What happens to a custody plan if a parent moves out of state?

On Behalf of | Jul 10, 2023 | Child Custody |

A Pennsylvania parenting plan typically gives both adults in the family plenty of time with their children. Especially when children are young, parents may need to exchange custody several times a week to properly maintain the bond between each adult and their kids.

Frequent custody exchanges are easiest to manage when the parents live relatively close to each other. However, life tends to change dramatically after the end of a marriage. People may start new relationships, go back to school and/or apply for new jobs. Eventually, one of a child’s parents may need to move out of Pennsylvania to pursue a job, educational opportunities or a new relationship.

What happens to a Pennsylvania parenting plan when one parent wants to leave the state?

They’ll need the support of the other parent or the courts

A long-distance move could have a negative impact on the rights of the parent left behind. They may have far less time with their children because of the distance between the households.

In scenarios where the other parent agrees to the relocation because they recognize that it is necessary or at least beneficial for the children, the parents can cooperate to file paperwork with support to amend the existing parenting plan to reflect the new schedule for custody exchanges and the new addresses of the parent leaving the state. The parent seeking to move will typically need to give both the courts and the other parent at least 60 days of advance notice before the relocation occurs.

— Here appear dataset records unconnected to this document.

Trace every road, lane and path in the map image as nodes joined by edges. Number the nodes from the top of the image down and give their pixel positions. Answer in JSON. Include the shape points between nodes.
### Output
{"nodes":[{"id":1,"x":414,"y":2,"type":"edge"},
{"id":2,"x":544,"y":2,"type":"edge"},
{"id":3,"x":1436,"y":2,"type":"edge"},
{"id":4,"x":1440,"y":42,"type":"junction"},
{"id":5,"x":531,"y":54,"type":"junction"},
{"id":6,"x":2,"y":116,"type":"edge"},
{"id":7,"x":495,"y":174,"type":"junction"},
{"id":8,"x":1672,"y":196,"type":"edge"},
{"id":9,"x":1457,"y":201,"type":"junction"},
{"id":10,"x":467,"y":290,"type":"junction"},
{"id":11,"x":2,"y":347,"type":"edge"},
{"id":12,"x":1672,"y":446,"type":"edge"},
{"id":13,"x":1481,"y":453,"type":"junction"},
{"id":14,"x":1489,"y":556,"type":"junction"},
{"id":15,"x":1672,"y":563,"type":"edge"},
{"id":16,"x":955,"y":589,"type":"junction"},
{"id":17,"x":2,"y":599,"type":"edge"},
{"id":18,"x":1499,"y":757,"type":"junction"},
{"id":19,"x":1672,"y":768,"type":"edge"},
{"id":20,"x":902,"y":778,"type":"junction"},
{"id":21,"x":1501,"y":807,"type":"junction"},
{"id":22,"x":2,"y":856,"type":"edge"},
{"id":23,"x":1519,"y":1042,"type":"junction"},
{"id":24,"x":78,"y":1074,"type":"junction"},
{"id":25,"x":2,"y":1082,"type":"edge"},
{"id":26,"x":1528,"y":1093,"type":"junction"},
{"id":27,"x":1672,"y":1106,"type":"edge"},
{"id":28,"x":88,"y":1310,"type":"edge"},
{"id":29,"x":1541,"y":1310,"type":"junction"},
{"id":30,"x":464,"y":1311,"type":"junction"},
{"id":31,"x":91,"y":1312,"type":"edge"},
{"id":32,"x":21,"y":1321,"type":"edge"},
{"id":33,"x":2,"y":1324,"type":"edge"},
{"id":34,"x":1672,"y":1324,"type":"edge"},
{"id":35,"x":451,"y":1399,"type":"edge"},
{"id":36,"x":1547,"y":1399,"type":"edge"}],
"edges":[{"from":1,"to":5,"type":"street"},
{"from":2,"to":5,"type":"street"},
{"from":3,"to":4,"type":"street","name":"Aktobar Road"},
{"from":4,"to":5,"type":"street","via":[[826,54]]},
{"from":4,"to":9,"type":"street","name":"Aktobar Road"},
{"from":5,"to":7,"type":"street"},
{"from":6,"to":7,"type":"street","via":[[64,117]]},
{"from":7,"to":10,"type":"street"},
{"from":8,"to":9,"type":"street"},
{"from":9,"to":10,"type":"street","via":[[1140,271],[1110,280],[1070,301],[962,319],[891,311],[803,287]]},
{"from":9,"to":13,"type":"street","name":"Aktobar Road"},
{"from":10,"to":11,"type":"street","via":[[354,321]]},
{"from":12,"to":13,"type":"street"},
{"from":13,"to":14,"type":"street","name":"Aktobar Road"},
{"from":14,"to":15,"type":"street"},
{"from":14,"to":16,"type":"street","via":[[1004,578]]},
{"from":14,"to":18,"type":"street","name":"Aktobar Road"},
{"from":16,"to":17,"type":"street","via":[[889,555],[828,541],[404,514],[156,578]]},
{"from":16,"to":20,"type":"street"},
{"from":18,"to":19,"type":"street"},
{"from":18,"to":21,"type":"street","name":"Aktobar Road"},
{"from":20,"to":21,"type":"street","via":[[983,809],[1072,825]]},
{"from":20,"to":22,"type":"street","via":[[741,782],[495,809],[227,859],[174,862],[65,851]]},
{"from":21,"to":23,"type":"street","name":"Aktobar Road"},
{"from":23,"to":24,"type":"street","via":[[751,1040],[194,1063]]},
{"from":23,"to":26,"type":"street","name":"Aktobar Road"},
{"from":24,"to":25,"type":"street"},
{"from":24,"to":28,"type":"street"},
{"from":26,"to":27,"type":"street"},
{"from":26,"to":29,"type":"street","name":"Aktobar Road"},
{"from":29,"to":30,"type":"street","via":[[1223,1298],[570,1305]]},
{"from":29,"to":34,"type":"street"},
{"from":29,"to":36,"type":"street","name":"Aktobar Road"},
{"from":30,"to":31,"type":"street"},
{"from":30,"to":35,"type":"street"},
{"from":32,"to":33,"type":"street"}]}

If the other parent objects, then there may need to be a hearing. A judge can review the situation and determine if the relocation would be in the best interests of the children. If they decide to permit the relocation with the children, they will typically have to amend the parenting plan to reflect how the situation will change the family’s circumstances. In most cases, a significant move in a shared custody scenario will result in major adjustments to an existing parenting plan.

Understanding how the courts respond to relocation requests can help those hoping to move on with their life after divorce and/or who are worried about losing time with their children because their child’s other parent wants to move.